Your assignment: Your answer should consist of the lines holding "ends", copied from the material below.

Source data below:

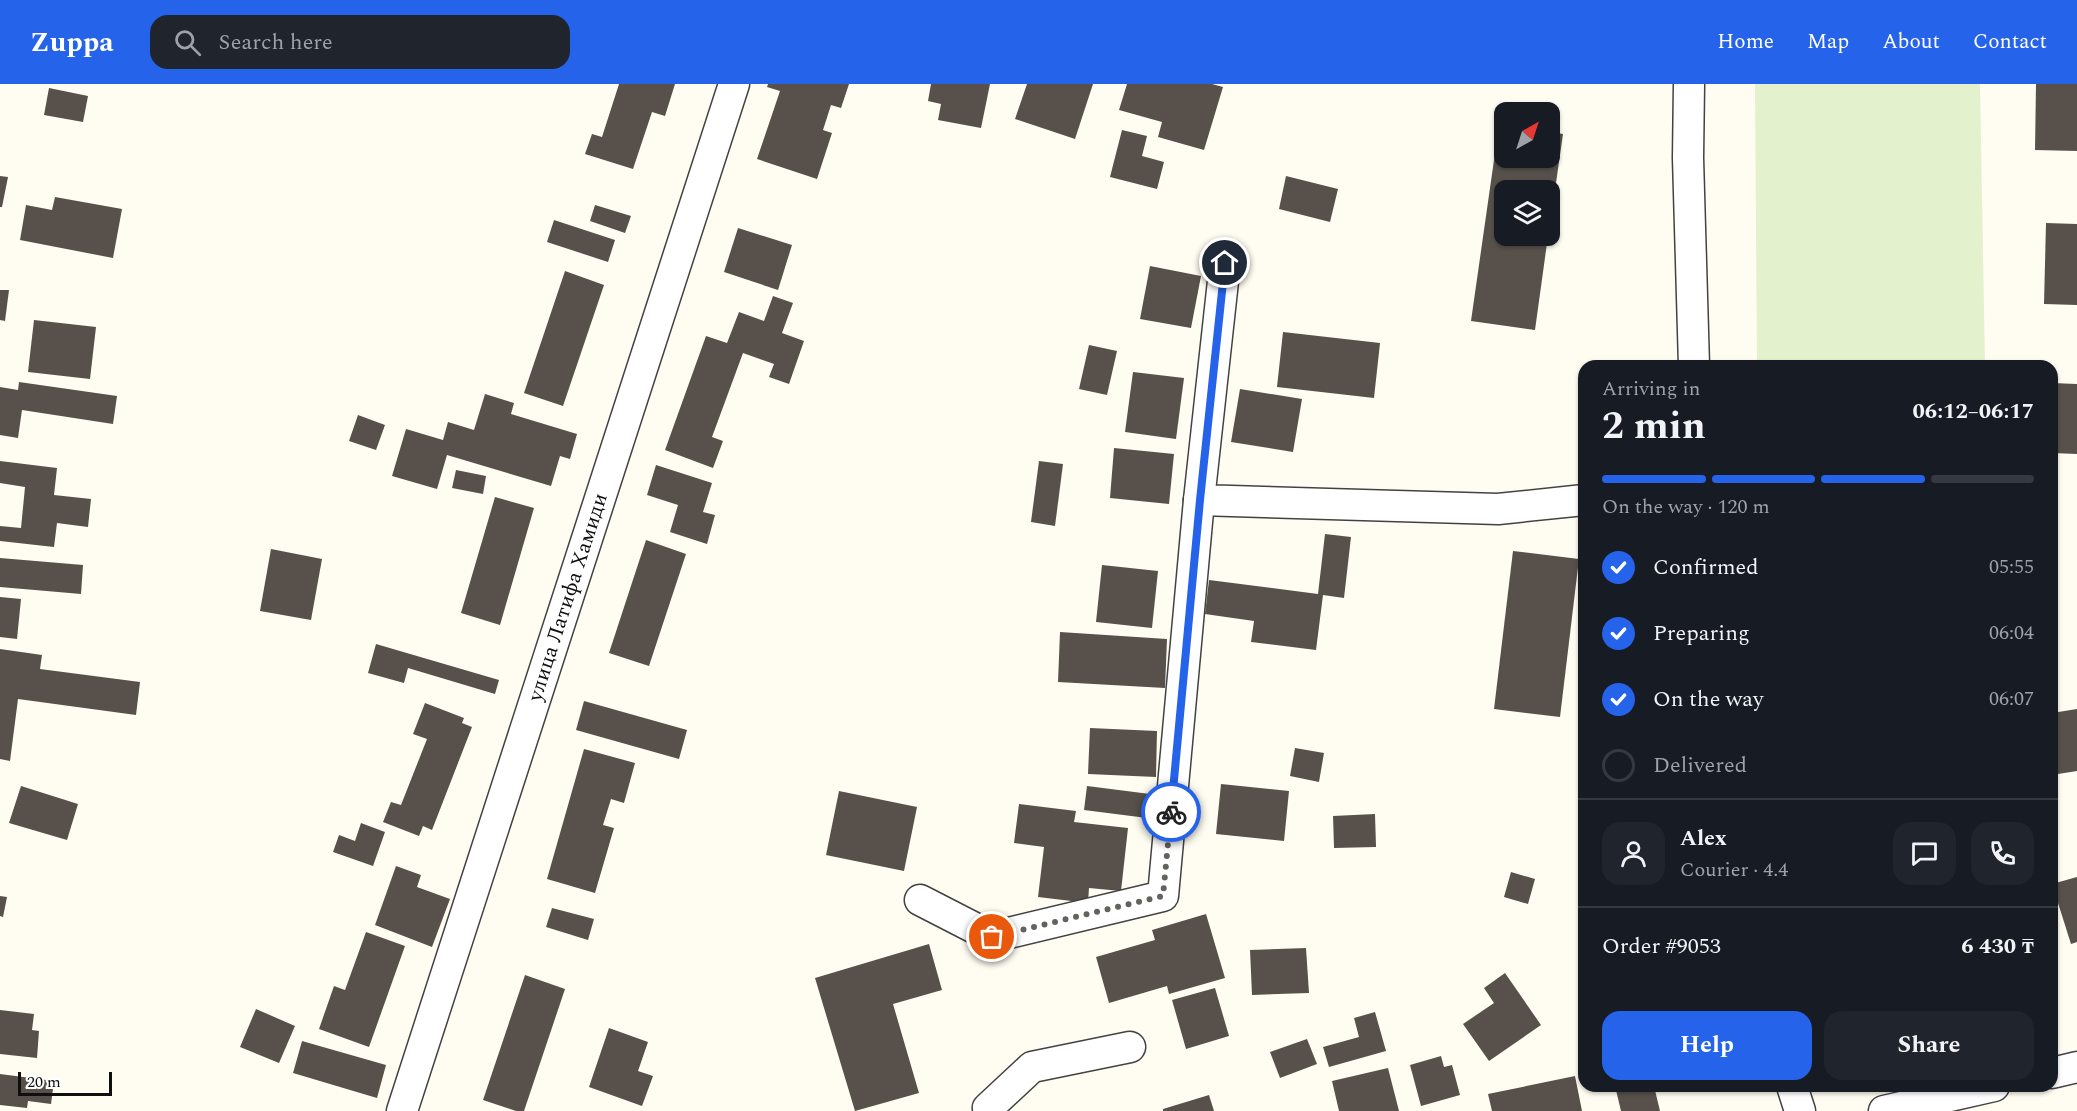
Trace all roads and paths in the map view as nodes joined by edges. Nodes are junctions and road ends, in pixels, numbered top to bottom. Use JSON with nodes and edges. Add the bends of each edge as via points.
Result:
{"nodes":[{"id":1,"x":734,"y":84,"type":"edge"},
{"id":2,"x":1689,"y":84,"type":"edge"},
{"id":3,"x":1225,"y":263,"type":"dead end"},
{"id":4,"x":1694,"y":360,"type":"edge"},
{"id":5,"x":1200,"y":500,"type":"junction"},
{"id":6,"x":1578,"y":501,"type":"edge"},
{"id":7,"x":920,"y":900,"type":"dead end"},
{"id":8,"x":1130,"y":1047,"type":"dead end"},
{"id":9,"x":2077,"y":1067,"type":"edge"},
{"id":10,"x":2058,"y":1072,"type":"edge"},
{"id":11,"x":1793,"y":1092,"type":"edge"},
{"id":12,"x":1968,"y":1092,"type":"edge"},
{"id":13,"x":402,"y":1111,"type":"edge"},
{"id":14,"x":989,"y":1111,"type":"edge"},
{"id":15,"x":1800,"y":1111,"type":"edge"},
{"id":16,"x":1884,"y":1111,"type":"edge"}],
"edges":[{"from":1,"to":13,"type":"street","name":"улица Латифа Хамиди"},
{"from":2,"to":4,"type":"street"},
{"from":3,"to":5,"type":"street"},
{"from":5,"to":6,"type":"street","via":[[1498,509]]},
{"from":5,"to":7,"type":"street","via":[[1163,896],[992,937]]},
{"from":8,"to":14,"type":"street","via":[[1032,1067]]},
{"from":9,"to":10,"type":"street"},
{"from":11,"to":15,"type":"street"},
{"from":12,"to":16,"type":"street"}]}
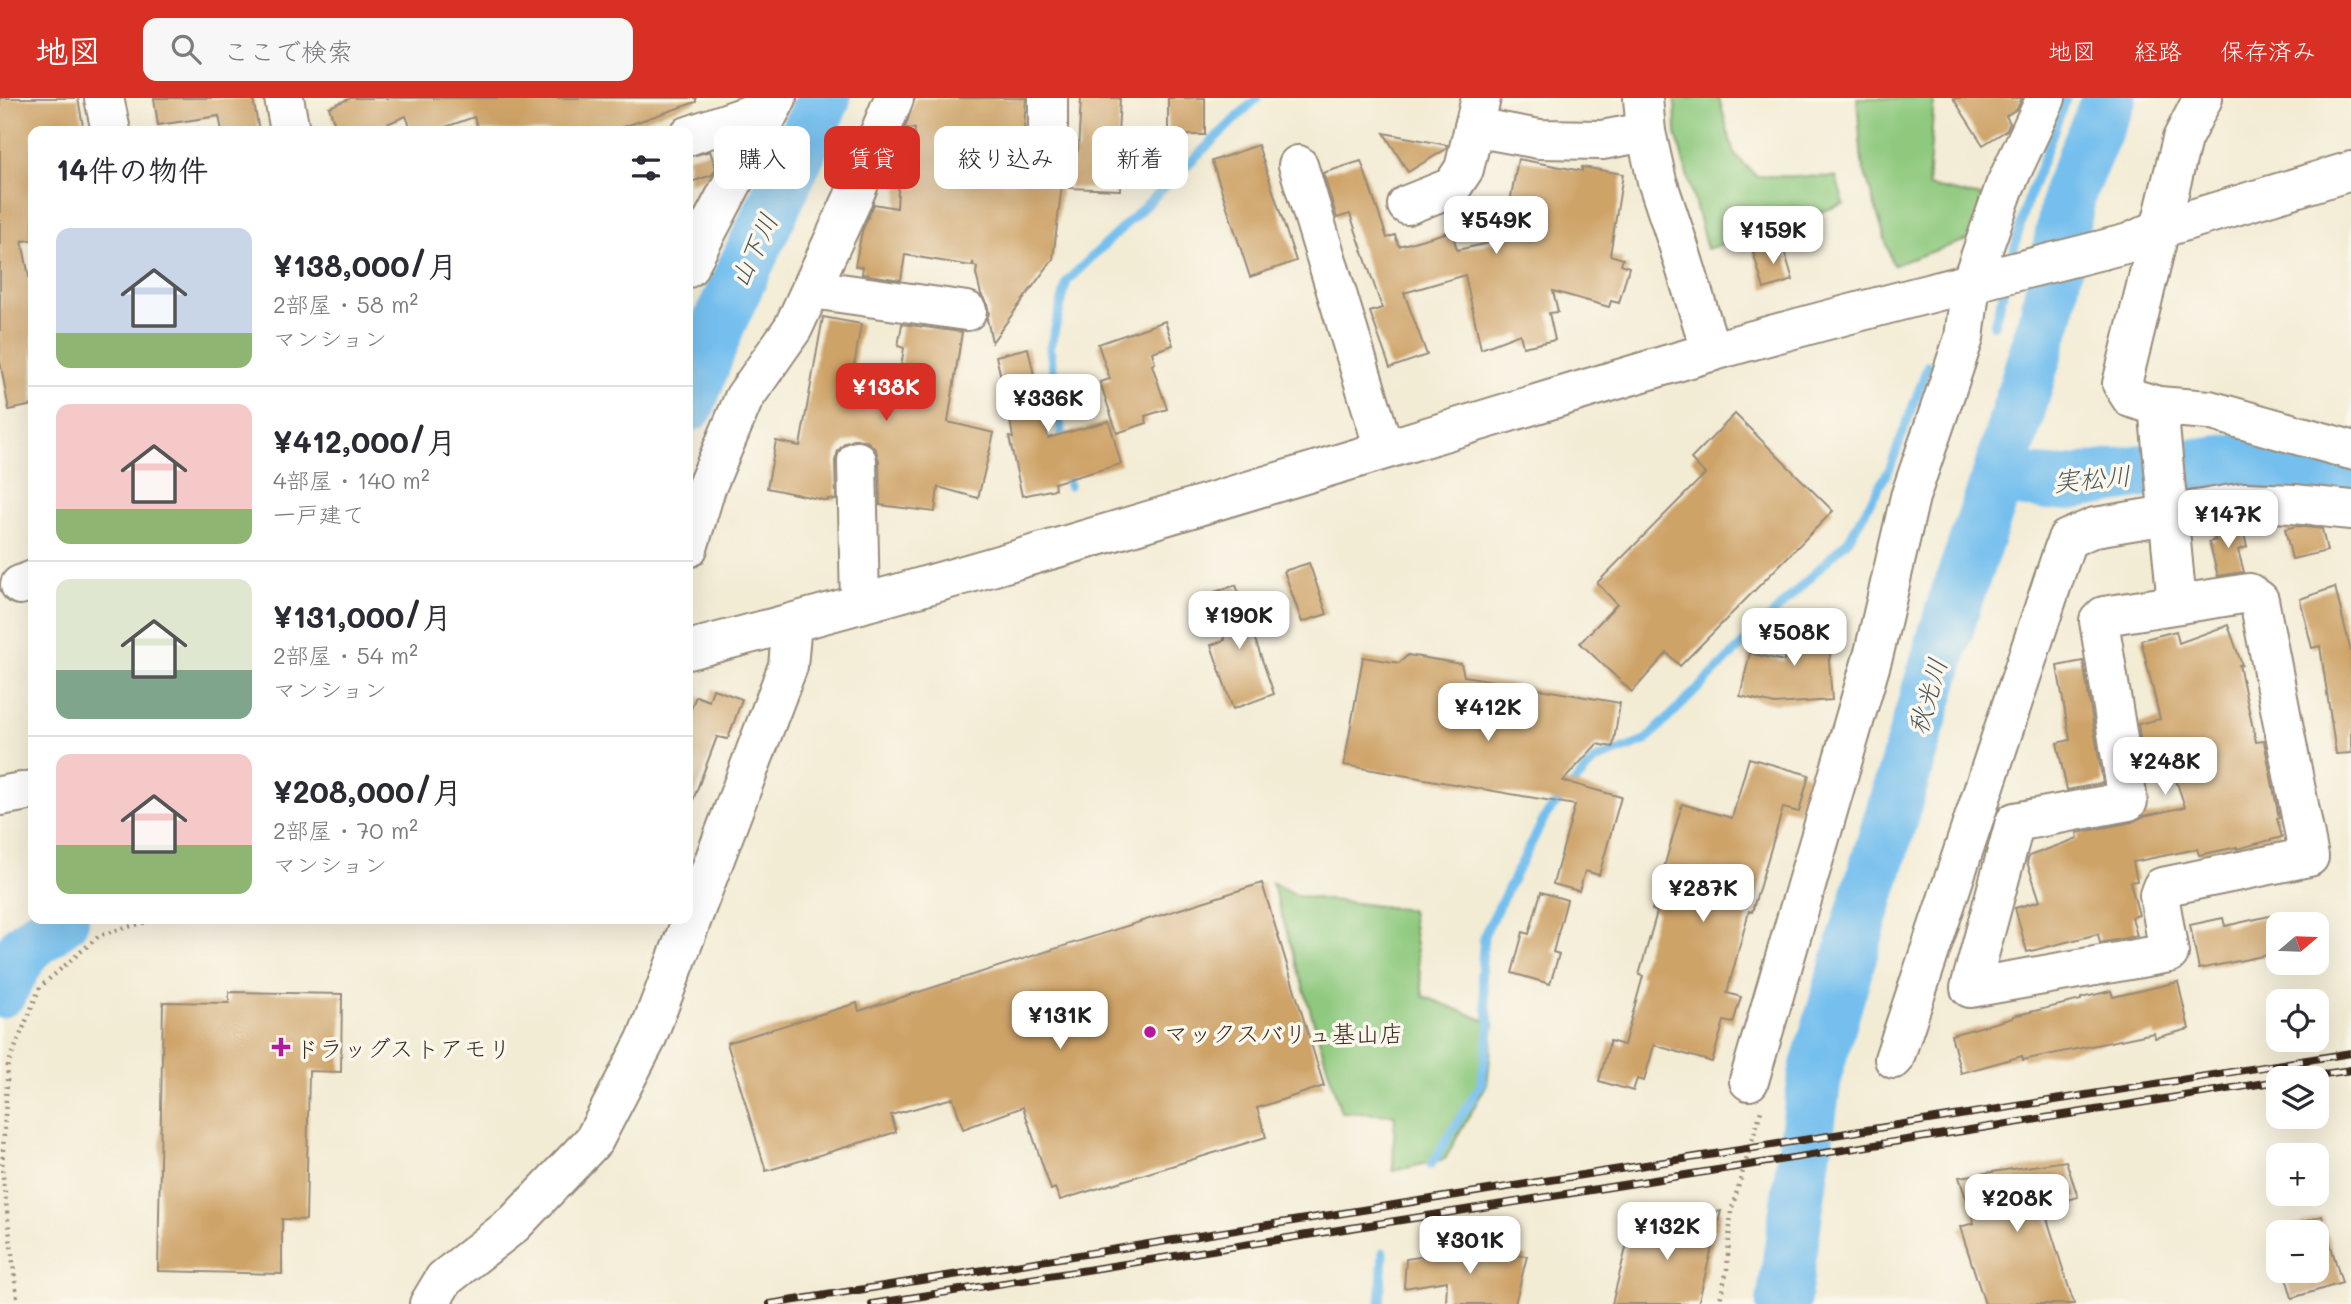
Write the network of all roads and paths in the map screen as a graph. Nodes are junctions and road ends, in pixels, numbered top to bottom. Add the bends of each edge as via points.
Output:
1 (104, 98) edge
2 (894, 98) edge
3 (1048, 98) edge
4 (2046, 98) edge
5 (2203, 98) edge
6 (774, 103) edge
7 (1478, 112) edge
8 (1645, 115) edge
9 (110, 126) edge
10 (1048, 126) edge
11 (693, 134) edge
12 (1298, 165) dead end
13 (2351, 171) edge
14 (1406, 205) dead end
15 (2144, 236) junction
16 (693, 258) edge
17 (1979, 281) junction
18 (812, 289) junction
19 (967, 311) dead end
20 (1711, 352) junction
21 (2159, 415) junction
22 (1384, 449) junction
23 (2351, 450) edge
24 (857, 461) dead end
25 (2351, 510) edge
26 (2169, 515) junction
27 (693, 531) edge
28 (860, 604) junction
29 (2177, 604) junction
30 (792, 623) junction
31 (693, 649) edge
32 (28, 791) edge
33 (0, 796) edge
34 (693, 916) edge
35 (138, 924) edge
36 (690, 924) edge
37 (1894, 1059) dead end
38 (1749, 1081) joint
39 (17, 1297) dead end
40 (429, 1304) edge
41 (1719, 1304) edge

1 - 9 street
2 - 18 street
3 - 10 street
4 - 17 street via 2005,186
5 - 15 street
6 - 11 street
6 - 16 street
7 - 8 street via 1539,139 1602,140
7 - 14 street via 1464,169 1452,187
8 - 20 street via 1657,181
12 - 22 street
13 - 15 street
15 - 17 street
15 - 21 street via 2122,384 2131,398
17 - 20 street
17 - 38 street via 1910,497 1874,653
18 - 19 street
18 - 27 street via 793,328 744,398
20 - 22 street
21 - 23 street via 2210,410
21 - 26 street
22 - 28 street
24 - 28 street
25 - 26 street via 2245,502
26 - 29 street
26 - 37 street via 2095,527 2067,539
28 - 30 street
29 - 29 street via 2249,593 2259,600 2309,857 2162,887 2159,895 2169,953 1969,988 2015,822 2128,801 2099,621 2104,616
30 - 31 street
30 - 34 street via 788,666
32 - 33 street
35 - 39 path via 100,935 40,987 8,1065 2,1168
36 - 40 street via 646,1040 594,1140 514,1224 444,1279
38 - 41 path via 1768,1090 1731,1211

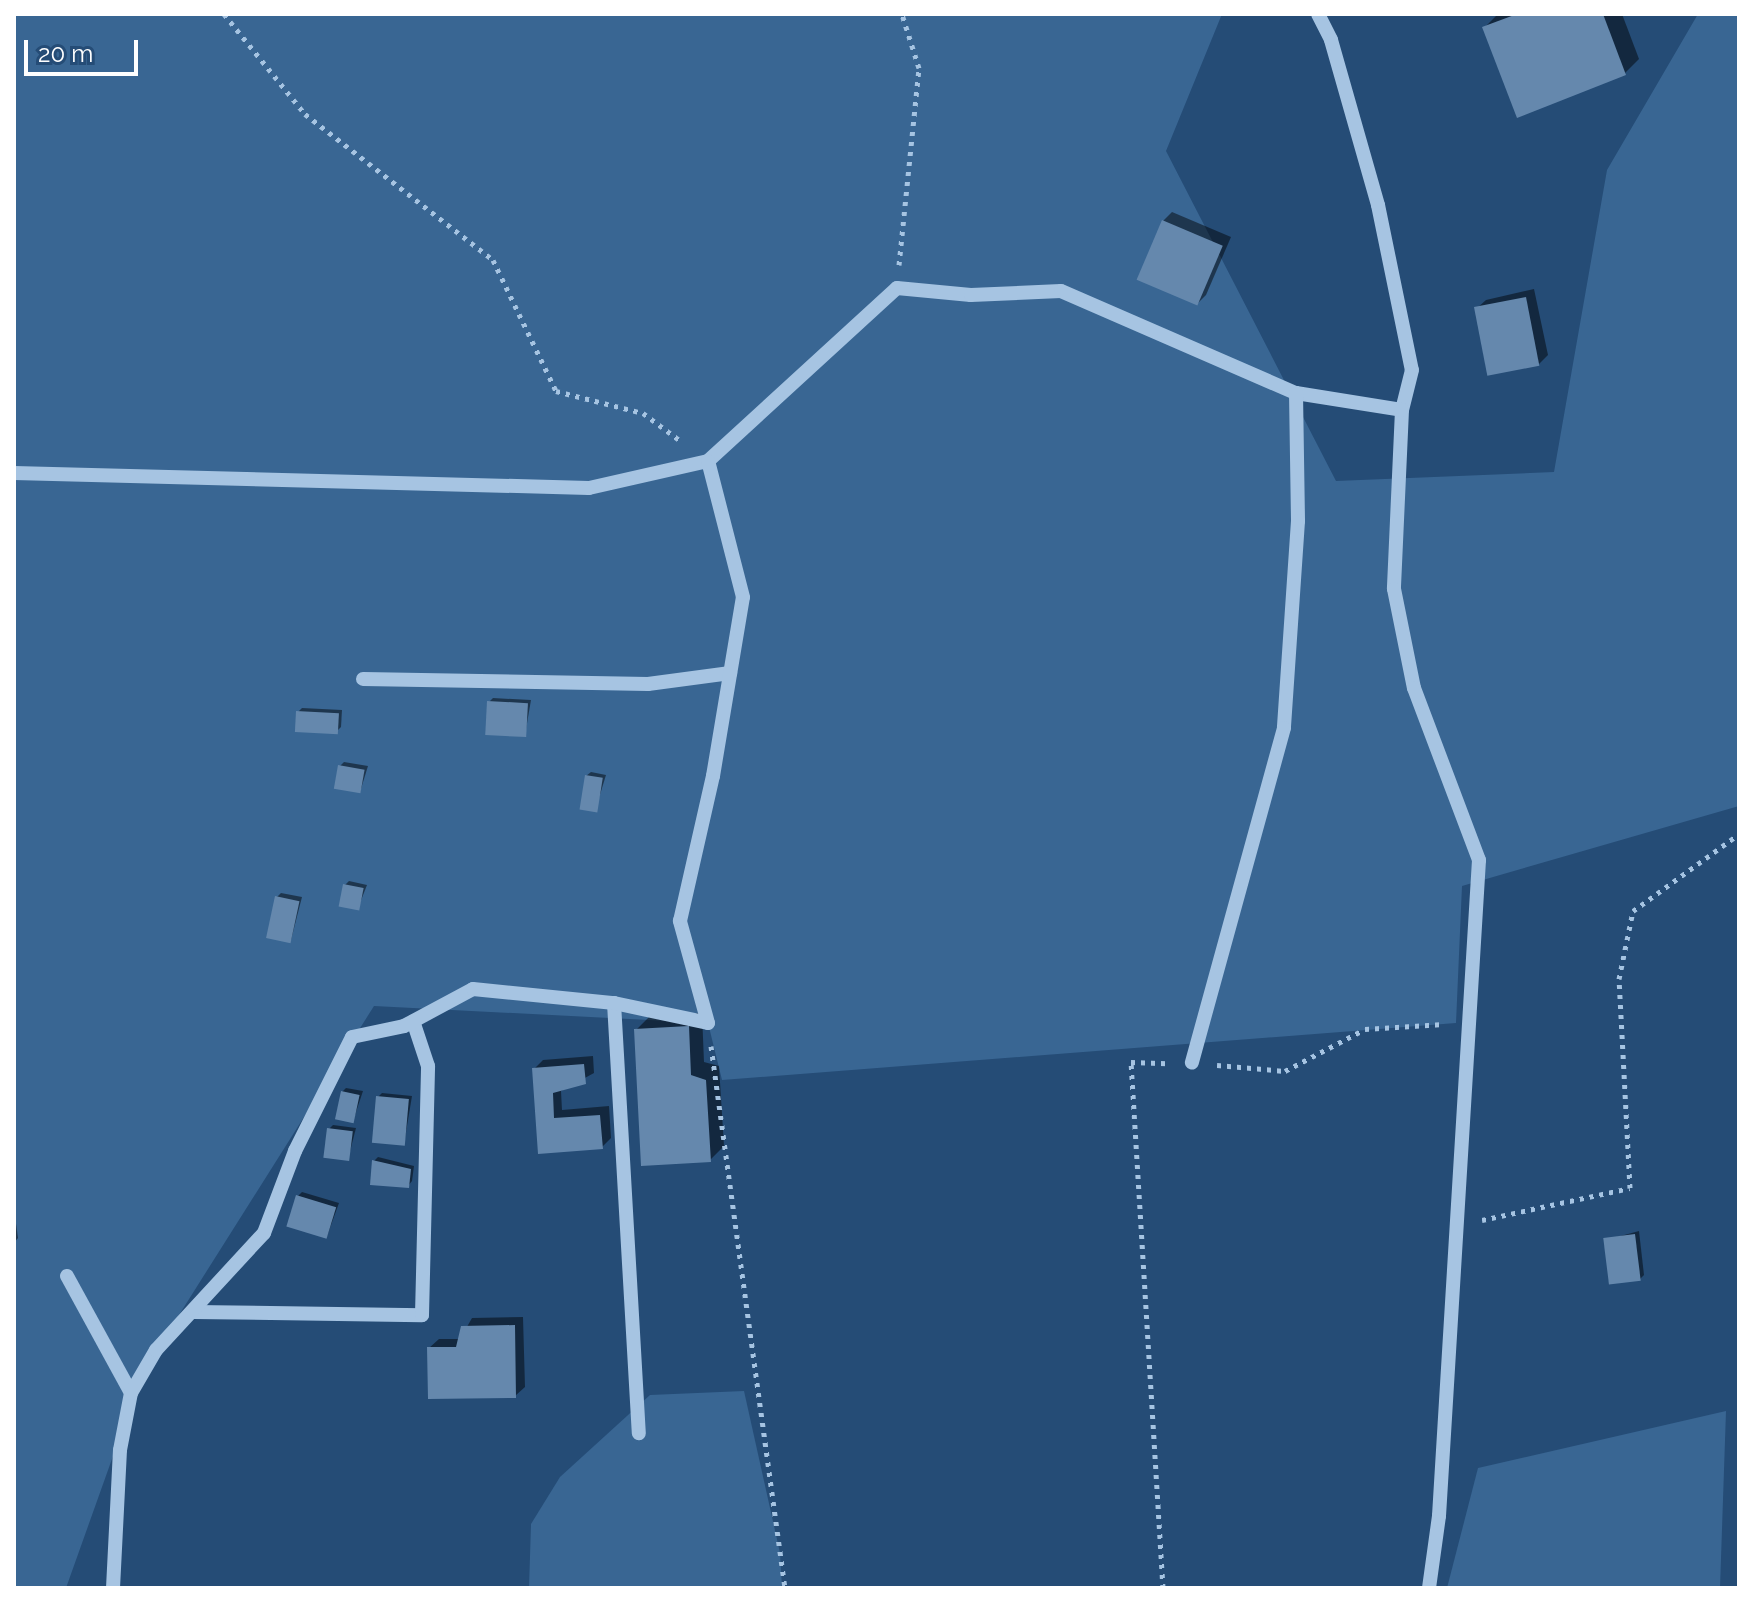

End of Source data.

Task solution:
Trace all roads and paths in the map view as nodes joined by edges. Nodes are junctions and road ends, in pixels, numbered top to bottom. Use JSON with nodes and edges. Add the bends of each edge as via points.
Write the network of all roads and paths in the map screen as a graph. Nodes are junctions and road ends, in pixels, numbered top to bottom. Add the bends of each edge as via points.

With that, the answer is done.